Within the case study approach, we investigated the role of digital platforms and OSINT communities’ interactions with journalism using qualitative content analysis of the OSINT communities’ designated Discord servers, which we understood as windows into their central communication and verification space. We determined three narratively disputed and controversially debated events during the early stages of the Russian invasion of Ukraine in 2022 that had invoked OSINT practices, which, in turn, had been picked up and reported on by different journalistic outlets (Table 1). By choosing events for which we had access to both the journalistic output and the corresponding discussions on the community platform, we could trace the OSINT process on the Discord servers, covering the input, throughput, and output of information. In summary, our methodological approach involved (1) identifying the target communities, (2) identifying cases of journalism–OSINT interaction, (3) delineating relevant timeframes, (4) iterative collaborative qualitative coding of discussion threads in each of the communities, and (5) interpreting the findings.
Analyzed Events.
Note. The Discord servers were accessed under https://discord.com/invite/bellingcat (BC) and https://discord.com/invite/projectowl (PO).
Data Source
Discord is a social platform originally popularized in the gaming community, which offers various community governance mechanisms, such as customized bots, a granular channel structure and invitation-only private communities. It has expanded to host numerous other “online-first” communities, including on topics such as cryptocurrency or politics (Robinson 2022). Discord’s extensive “auto-moderation” and scripting features allow communities to self-govern even large member counts without excessive demands for personnel. Despite being promoted as a community-centric experience, Discord communities called “servers” are organized according to a strict top-down structure along the “owner-administrator-moderator-user hierarchy” (Robinson 2022: 6). Both Discord servers in this analysis were open to the public during data collection between May and July 2022. The message history of the channels deemed relevant during the periods was exported to PDF and subsequently loaded into the MaxQDA environment for collaborative coding by two of the three authors. 13 Figure 1 shows an example of the PO server’s Discord interface and channel structure.

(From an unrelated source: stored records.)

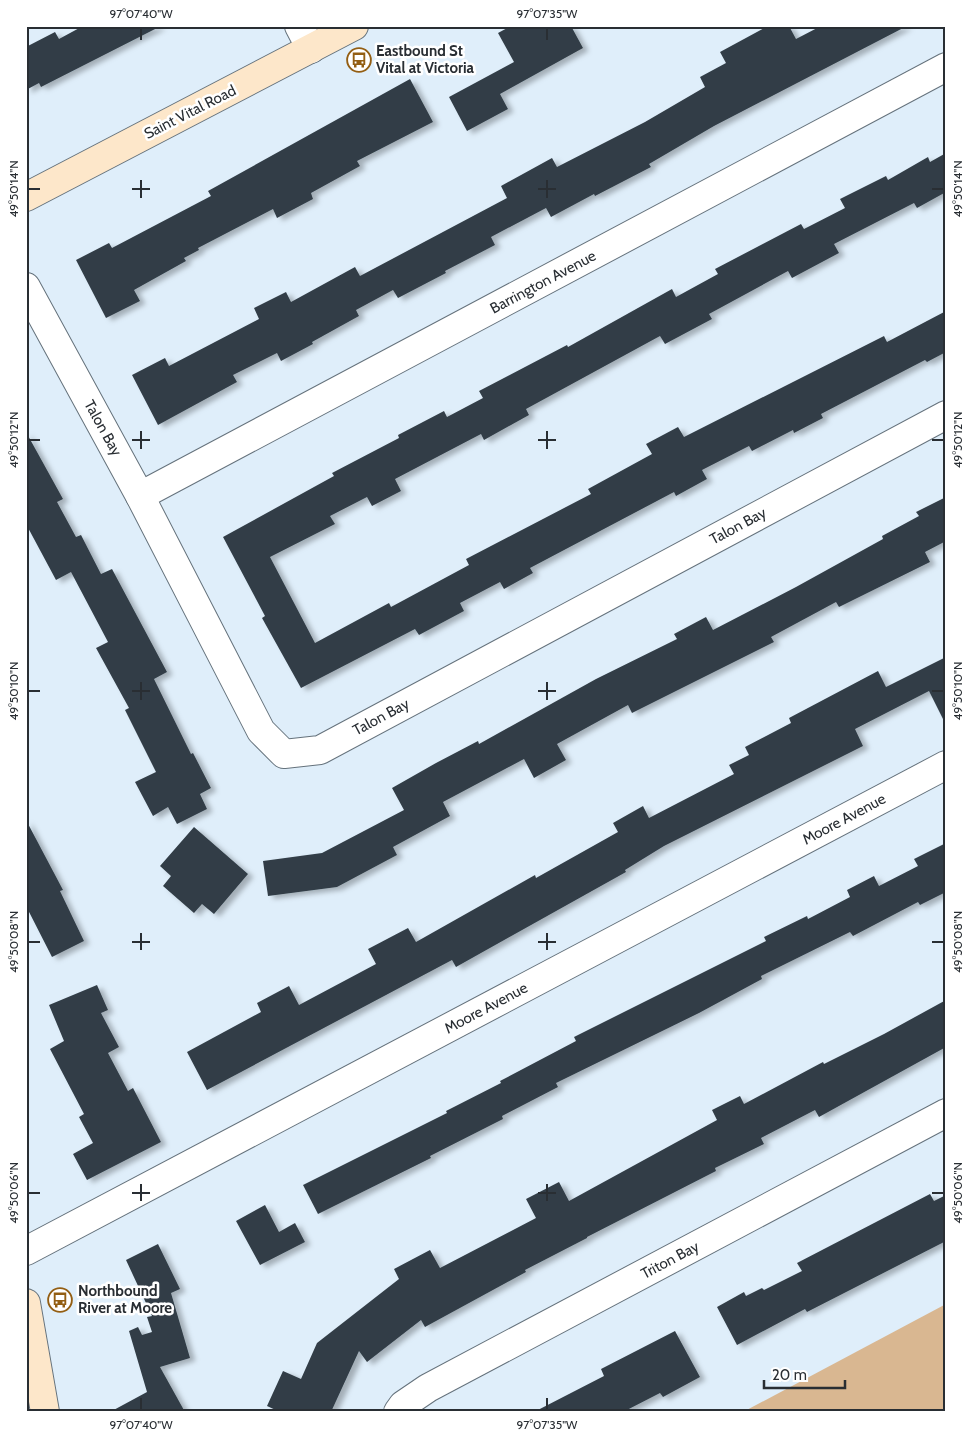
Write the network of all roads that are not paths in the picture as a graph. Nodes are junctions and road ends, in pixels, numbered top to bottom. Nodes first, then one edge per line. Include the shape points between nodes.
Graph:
1 (354, 26) edge
2 (305, 38) edge
3 (946, 67) edge
4 (26, 197) edge
5 (26, 287) edge
6 (946, 415) edge
7 (140, 496) junction
8 (946, 765) edge
9 (946, 1113) edge
10 (26, 1251) edge
11 (26, 1303) edge
12 (45, 1412) edge
13 (398, 1412) edge

1 - 2 street, Saint Vital Road
2 - 4 street, Saint Vital Road
3 - 7 street, Barrington Avenue
5 - 7 street, Talon Bay
6 - 7 street, Talon Bay via 320,750 284,754 261,731
8 - 10 street, Moore Avenue
9 - 13 street, Triton Bay via 428,1388
11 - 12 street

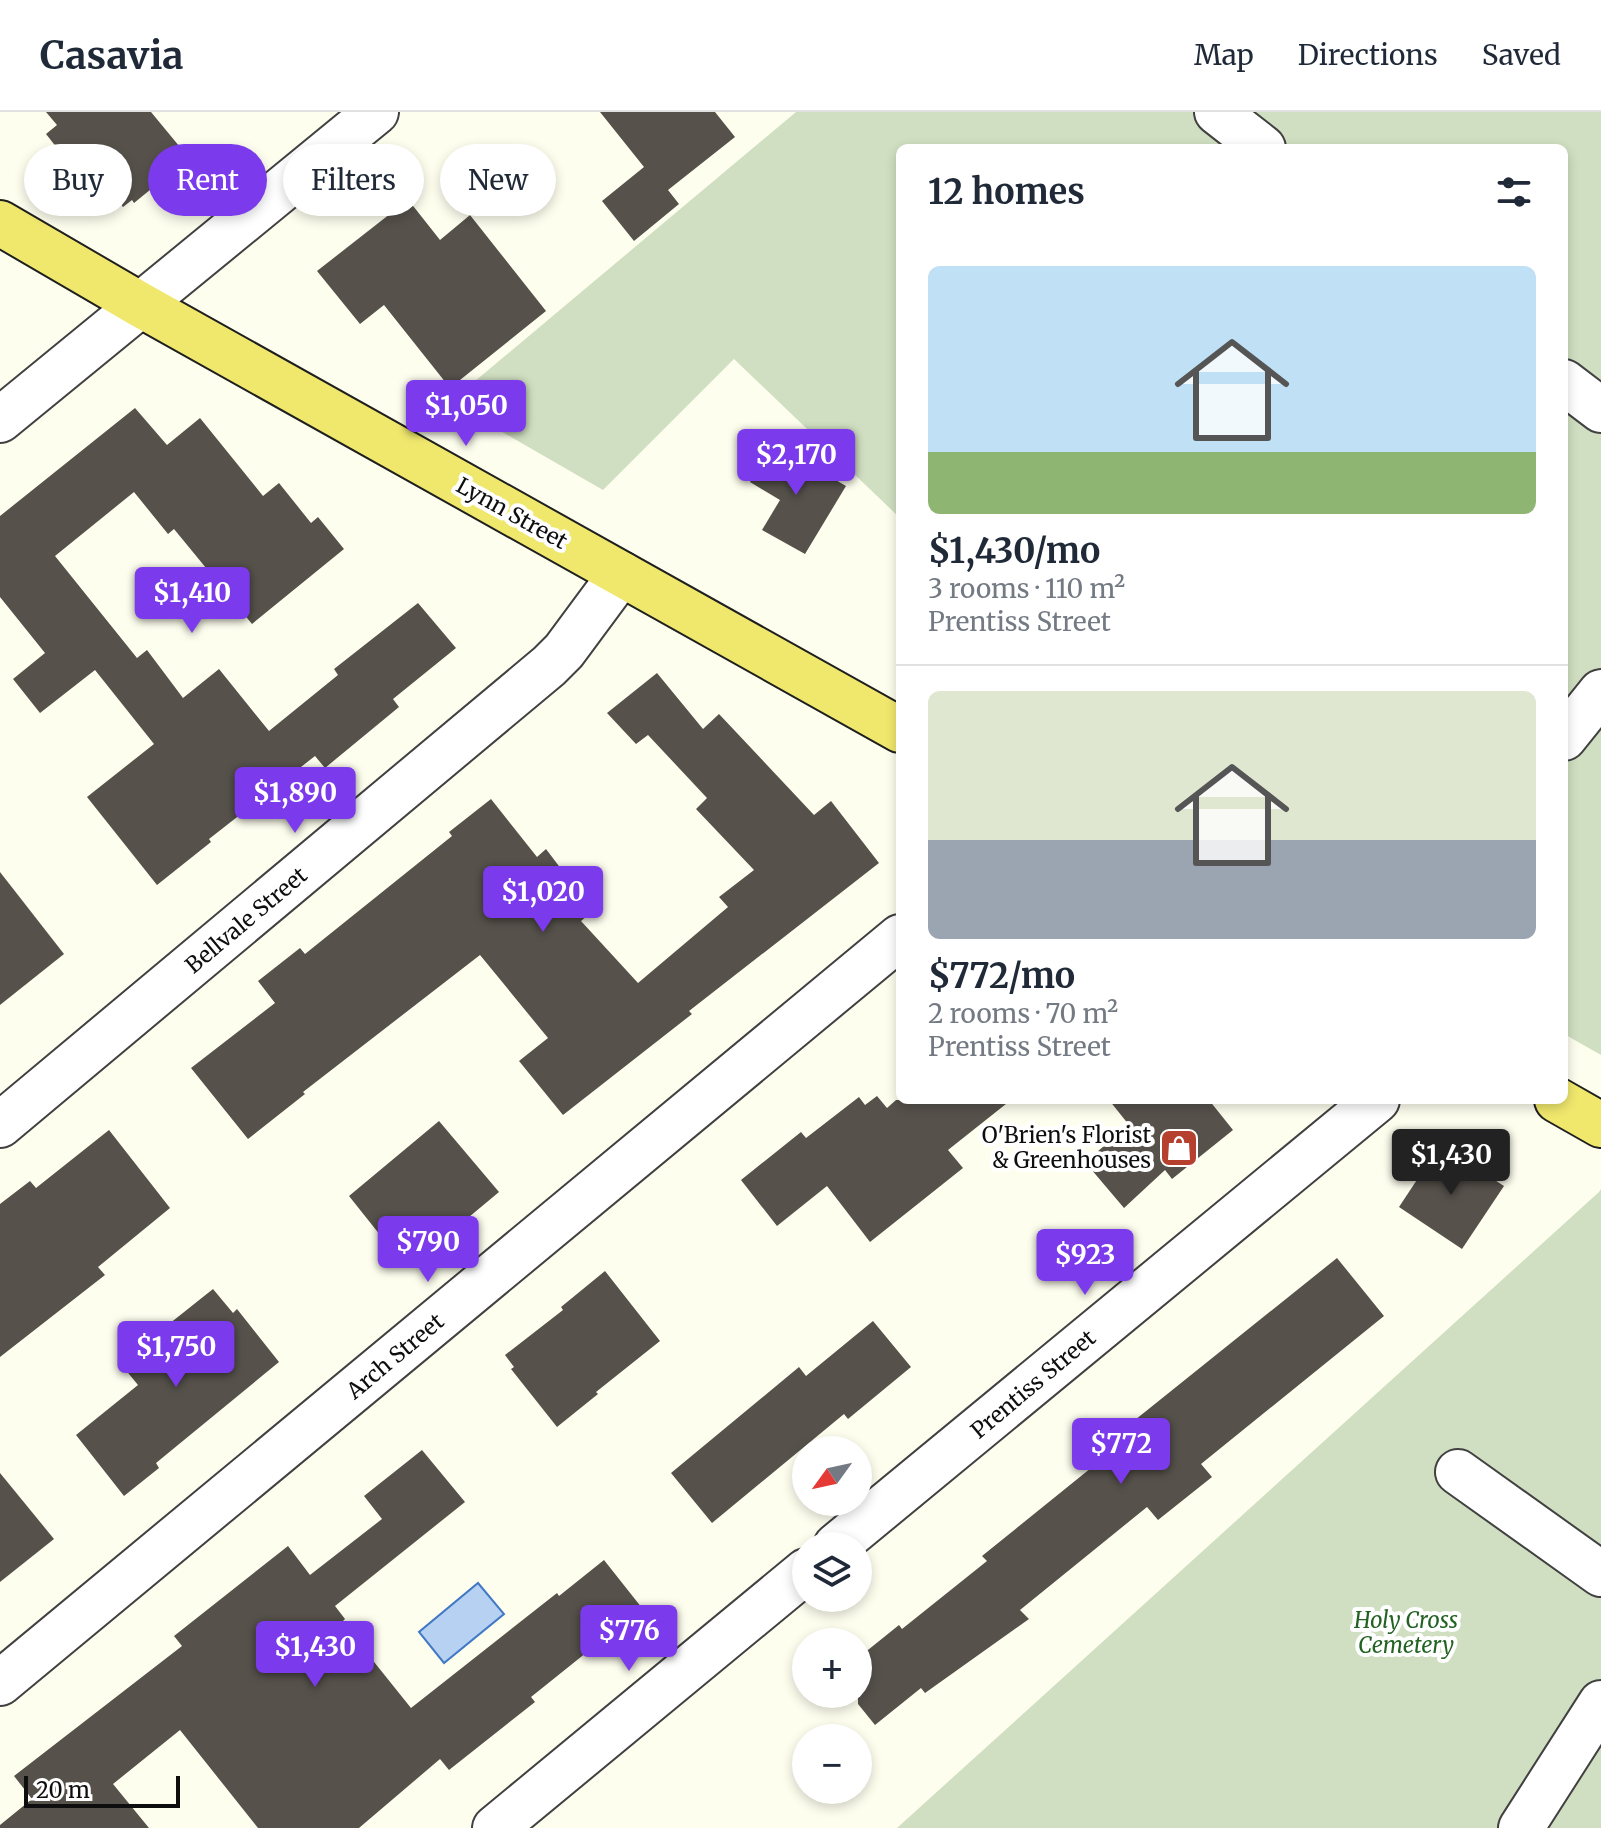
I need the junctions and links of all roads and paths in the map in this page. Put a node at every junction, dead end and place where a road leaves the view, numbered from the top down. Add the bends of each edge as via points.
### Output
1 (376, 112) edge
2 (1217, 112) edge
3 (1258, 144) edge
4 (0, 223) edge
5 (139, 304) junction
6 (1568, 385) edge
7 (1601, 410) edge
8 (0, 420) edge
9 (621, 574) junction
10 (1601, 692) edge
11 (896, 728) edge
12 (1568, 733) edge
13 (896, 940) edge
14 (1372, 1104) edge
15 (1564, 1104) edge
16 (0, 1125) edge
17 (1601, 1125) edge
18 (1458, 1472) dead end
19 (853, 1532) edge
20 (1601, 1574) edge
21 (792, 1583) edge
22 (0, 1683) edge
23 (1601, 1703) edge
24 (495, 1828) edge
25 (1521, 1828) edge

1 - 5 street
2 - 3 street
4 - 5 main road, Lynn Street
5 - 8 street
5 - 9 main road, Lynn Street
6 - 7 street
9 - 11 main road, Lynn Street
9 - 16 street, Bellvale Street via 549,666
10 - 12 street
13 - 22 street, Arch Street
14 - 19 street, Prentiss Street
15 - 17 main road
18 - 20 street
21 - 24 street
23 - 25 street

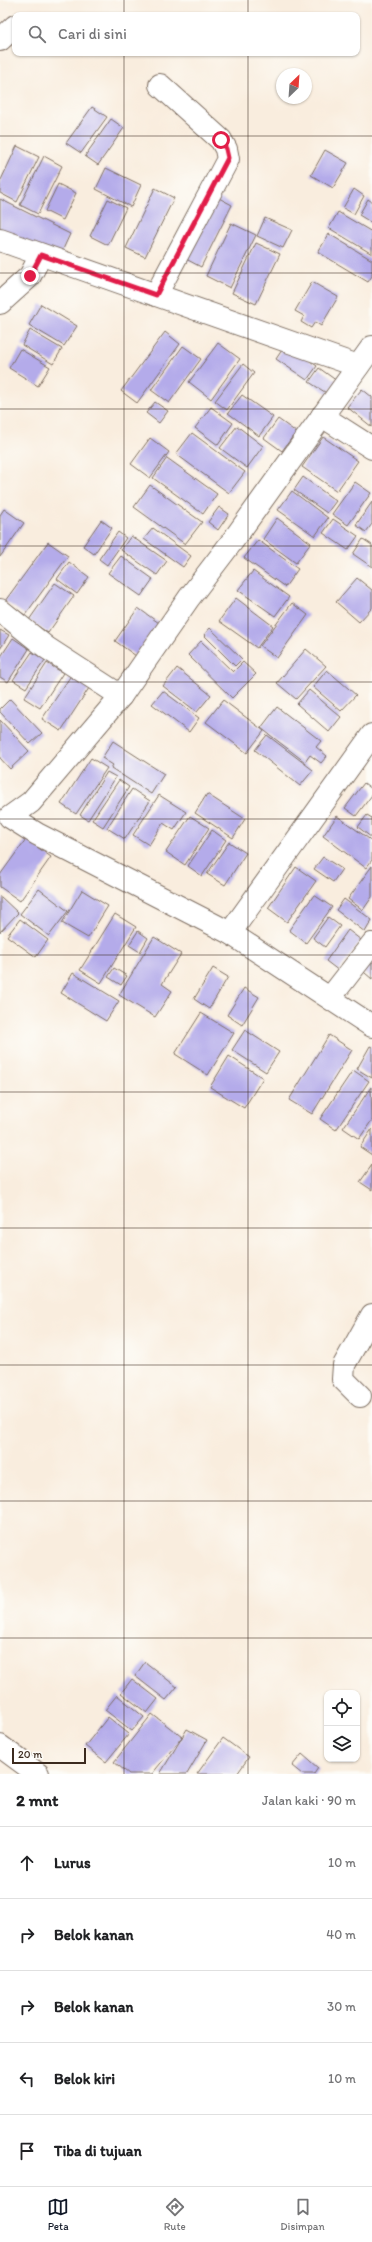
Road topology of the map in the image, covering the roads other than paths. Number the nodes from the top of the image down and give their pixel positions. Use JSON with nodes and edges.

Screenshot of the PO Discord server.
Analysis
The qualitative content analysis of the respective OSINT communities’ discussions followed the “directed content analysis” approach (Hsieh and Shannon 2005), that is, building a theory-driven coding scheme and further refining it during multiple rounds of coding and subsequent discussion. The coding scheme rested on the assumption that OSINT communities on digital social media platforms, such as Discord, operate as funnels for information by collecting, processing, and validating “scraps of information” about a given event, which can then be “compiled into systems, including narrative structures” by journalistic actors (Fuller and Weizman 2021: 5). The analyzed events were discussed in both communities and were explicitly mentioned in the corresponding media coverage (Table 1). We assumed that studying the discourse among OSINT actors in situ, without researcher intervention, would result in data representing the “activity” of OSINT practice. This qualitative research aimed to identify (1) how OSINT communities self-organize using digital platforms and (2) how they interact with journalists and journalistic content on digital platforms.
In the initial analysis phase, overarching codes were determined to capture the temporal phases of information flow based on an existing understanding of communicative interaction between journalistic actors and the public in digital spaces. Then, a set period (during the last week of March 2022) was coded by two researchers using exploratory “activity coding”, a technique that involves applying codes corresponding to the gerunds of the processes and activities taking place in the data, for example, discussing, investigating, and geolocating (Saldaña 2013: 96). The resulting codes were assigned to the theoretical input, throughput, output, and institutional order stages and compared among the researchers. After collaboratively refining the coding scheme by iterative axial coding (Saldaña 2013: 218) and reducing the broad descriptive codes into salient themes until agreement was reached, a final coding scheme (see Supplemental Information file, Appendix A) was applied to discussions surrounding the three events during the specified timeframes (Table 1) across both communities. The emergent findings were collaboratively interpreted and discussed.
Results
The following section deals with the emergent themes relevant to how OSINT communities rely on digital platforms to connect and coordinate in the digital public sphere (RQ1) and how they interact with journalistic actors and content on digital platforms (RQ2). Based on the central themes that emerged from the data (summarized in Table 2), we propose an exploratory model of the dynamic interactions that integrates our findings with our understanding of OSINT communities and journalism as verifying actors in the networked digital public sphere.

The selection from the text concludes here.